So an oft-overlooked aspect of the Kaiten argument, particularly here, is that Kasha and Gekko combos now generate a flat 20 Kenki regardless of positional. This was a small change that snuck in with the EW release and it didn't accrue much in the way of fanfare; after all, if you did things "correctly" then you would always have the maximum amount of Kenki available, yes?
Except this was simply another brick in the wall, although we didn't know it to be such at the time. Back when there was a variable amount of Kenki generated (50, 55 or 60 per full 8 GCD combo cycle) you had to factor this into the equation of your gameplay. You no longer were going to be guaranteed 60 Kenki per cycle. Yes, True North helped, and yes hitting the positionals themselves wasn't hard for the most part, but there were still fights that pushed you into bad spots occasionally where you would be forced to either eat 5-10 less Kenki gain or else alter your GCD flow (such as by using a Yuki+Haga GCD shift at an earlier time than you normally would).
At the time that the positional requirements got shifted from increased Kenki gain to the current state of boosted potency and a flat 10 Kenki, well, it didn't make much of a difference. Because, again, it was easy enough to rationalize "well you should always be hitting your positionals" as an excuse. Now, with the removal of Kaiten - and with the context of the apparent future of job design in this game - it's clear that the Kasha/Gekko changes weren't simply a pure "accessibility" change, but rather were the first step to the ultimate destruction of Kenki as a resource to be managed. You've no doubt seen the many comments now about how Kenki is functionally useless. Many people have rightly referred to Kenki as the Shinten Gauge now, while weaving Gyoten into the opener and sometimes even the burst window is now considered optimal due to the loss of Kaiten and the ppK nerfs Shinten received.
All of this ties into the "PLD" MP management comparison you made. But that isn't a justification for removing Kaiten or otherwise keeping the current changes; it's a justification for reverting the changes and bringing back Kenki management as a real aspect of the job, up to and including the reversion of Kasha and Gekko Kenki positional gains and the cost reduction on Senei/Guren. As it stands now, yes, Kaiten was much more braindead than it was in ShB and SB, but it still did at least require at least one brain cell to use correctly. The reason why it was so braindead was because SE changed things to make it more braindead. Whereas before you had to always keep one eye on your Kenki gauge and make on-the-fly decisions based on how a fight went (icicles in E12s, Emerald Weapon/Ruby Weapon EX's, SoS EX 5 elements, Light Rampant in E8s, to name a few) SE removed a big chunk of that with the 6.0 change. Then they removed what was left of it with 6.1.

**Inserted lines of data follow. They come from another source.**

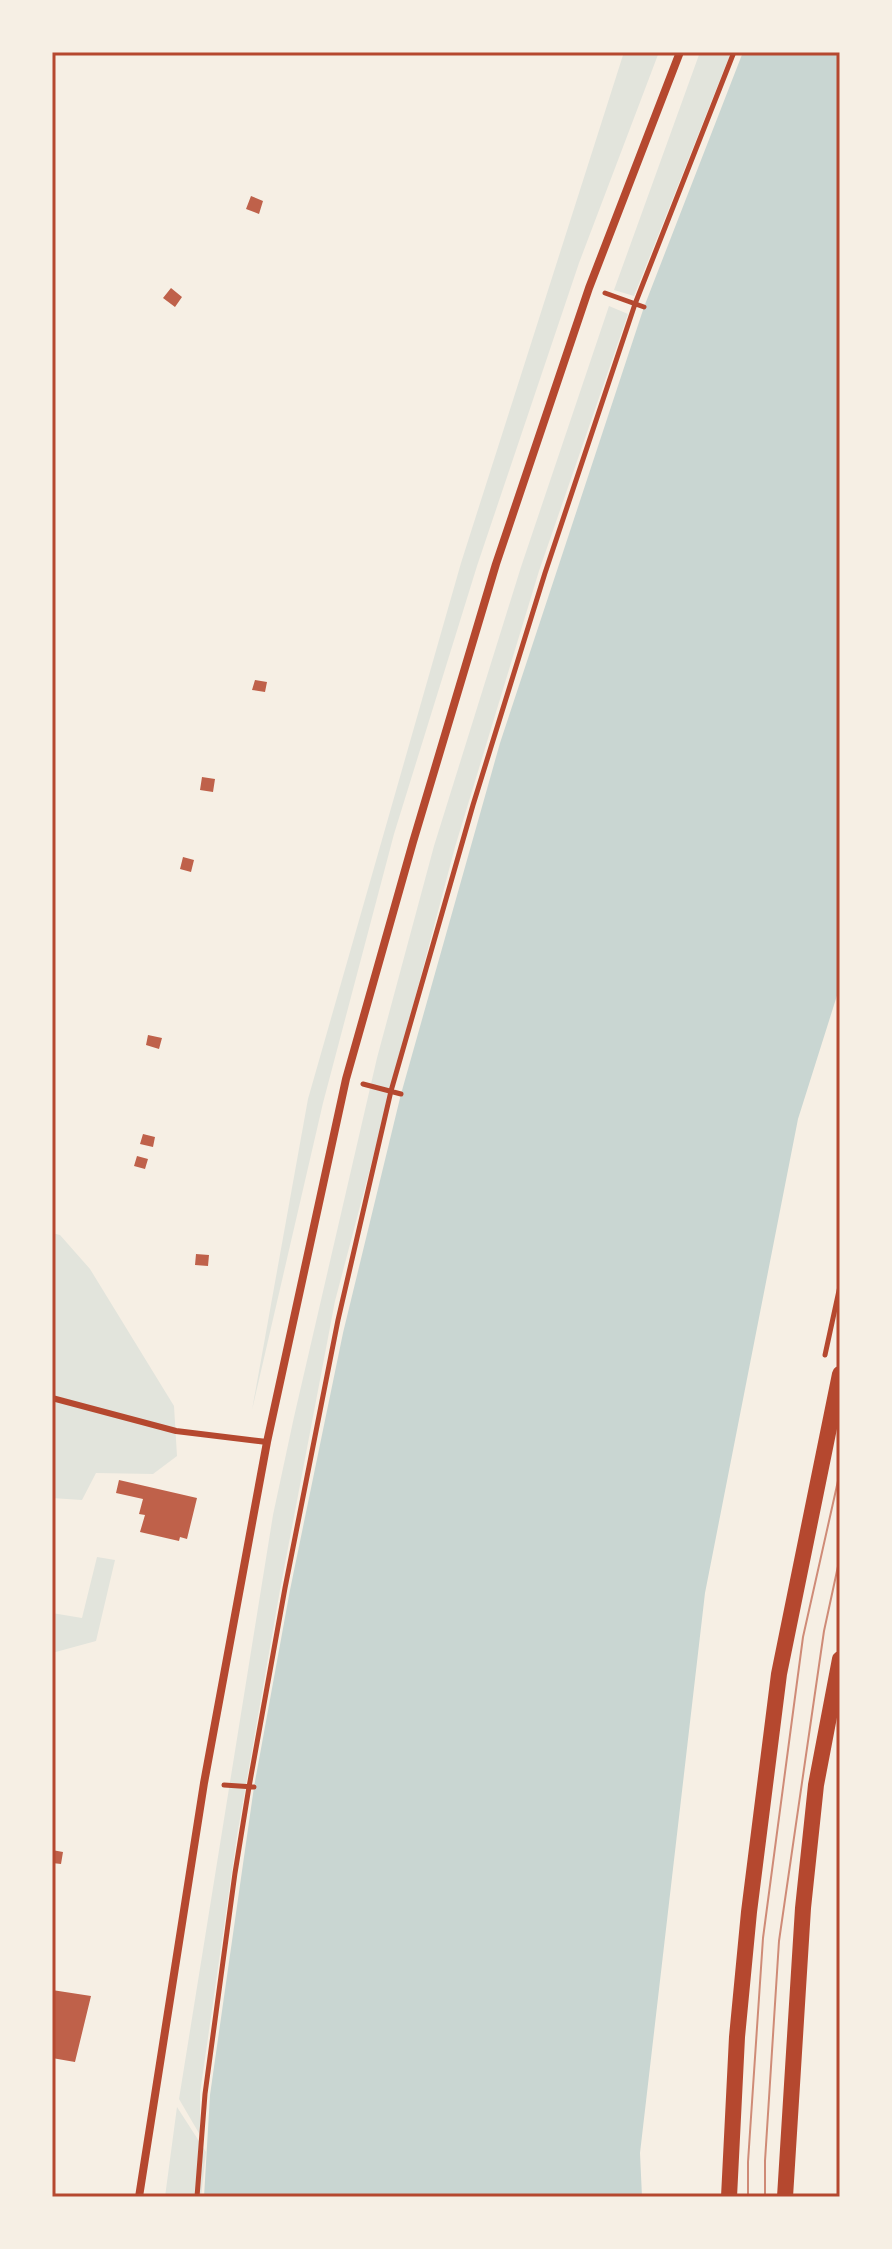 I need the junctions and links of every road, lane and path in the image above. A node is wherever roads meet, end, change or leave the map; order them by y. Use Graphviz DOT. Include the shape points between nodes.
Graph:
graph roads {
  1 [pos="680,52"];
  2 [pos="734,52"];
  3 [pos="589,288"];
  4 [pos="635,304"];
  5 [pos="644,307"];
  6 [pos="346,1079"];
  7 [pos="391,1091"];
  8 [pos="401,1094"];
  9 [pos="840,1374"];
  10 [pos="52,1398"];
  11 [pos="267,1442"];
  12 [pos="840,1659"];
  13 [pos="204,1783"];
  14 [pos="251,1787"];
  15 [pos="139,2197"];
  16 [pos="197,2197"];
  17 [pos="729,2197"];
  18 [pos="785,2197"];
  1 -- 3 [label="street"];
  2 -- 4 [label="path"];
  3 -- 4 [label="path"];
  3 -- 6 [label="street" via="496,564"];
  4 -- 5 [label="path"];
  4 -- 7 [label="path" via="540,588"];
  6 -- 7 [label="path"];
  6 -- 11 [label="street"];
  7 -- 8 [label="path"];
  7 -- 14 [label="path" via="338,1320"];
  9 -- 17 [label="main road" via="779,1674 747,1928"];
  10 -- 11 [label="lane" via="176,1431"];
  11 -- 13 [label="street"];
  12 -- 18 [label="main road" via="816,1785 803,1908"];
  13 -- 14 [label="path"];
  13 -- 15 [label="street"];
  14 -- 16 [label="path" via="205,2094"];
} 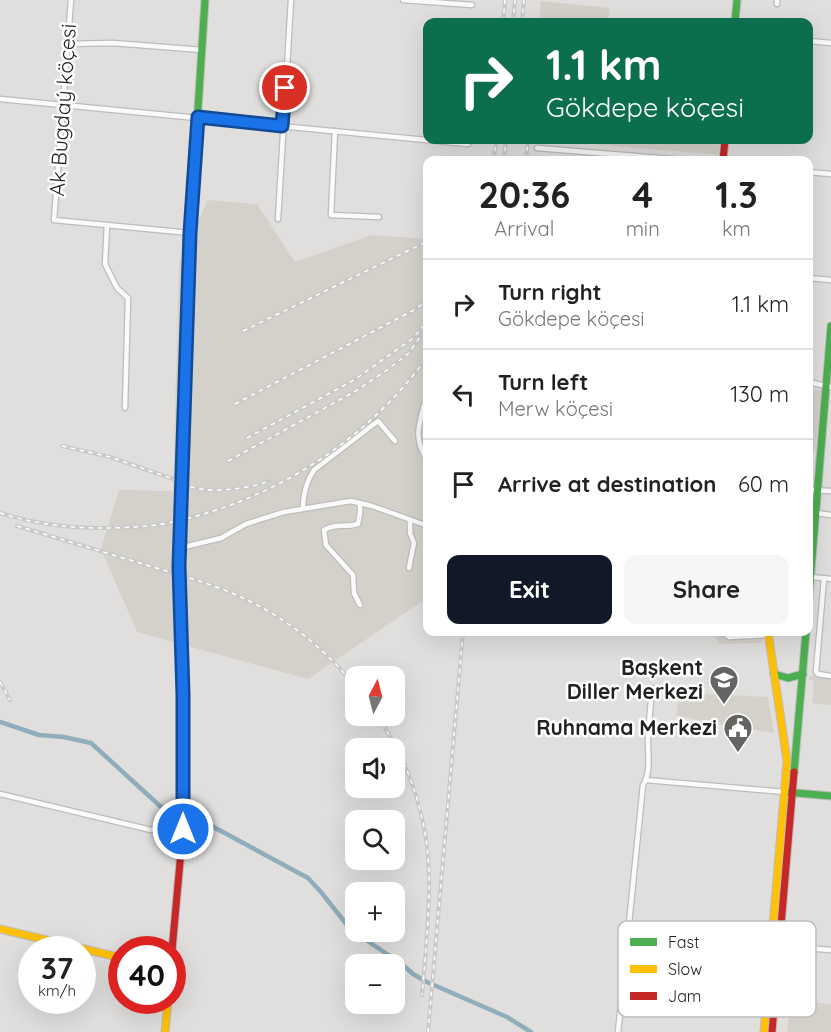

Sure, a new player can probably pick up SAM 6.1 and play it and notice any problems, but you can make a comparison there about a lot of things. I can go to McDonald's and get a Big Mac, and while it'll satisfy my hunger it's nowhere near as good as a nice AAA grade Angus burger cooked over an open flame. SAM could be so much better. It WAS so much better. Making excuses for the current state of SAM isn't the way to go; this needs to be a moment of sea change. This needs to be the point where the players say to the devs that "easy" design for them shouldn't be the governing principle. Of course as time goes by there will be problems with iterating on jobs but that's not a reason to gut something that was fun, engaging and performed perfectly fine! Laziness is never an excuse, and I call out as much in a post I made here:
https://forum.square-enix.com/ffxiv/...ZY.-Here-s-why
Point being there are so many people, new posters to the forums, who have never posted here before, and they are pissed about the changes. JP has had more feedback and forum activity in the past month regarding this change (and many 6.1 changes in general) than they had in the entirety of 4.0 to 6.0. This can be a turning point where we, as the players, tell the devs that not only were the 6.1 changes bad but that the general direction of job balance needs to be changed too. Not just for SAM, not just for NIN, but for MCH and SMN and tanks and healers too. I have no delusions about some kind of magical Heavensward revival or something, but the solution for a player who wants engaging gameplay should not be "go play ultimate." Perhaps that quote was taken out of context but the core gist of what underlies it still remains; jobs need to be engaging in-and-of themselves regardless of the difficulty behind any content you're doing. A player shouldn't need to seek out harder fights to feel engaged by their job as the jobs should be engaging enough at a core level.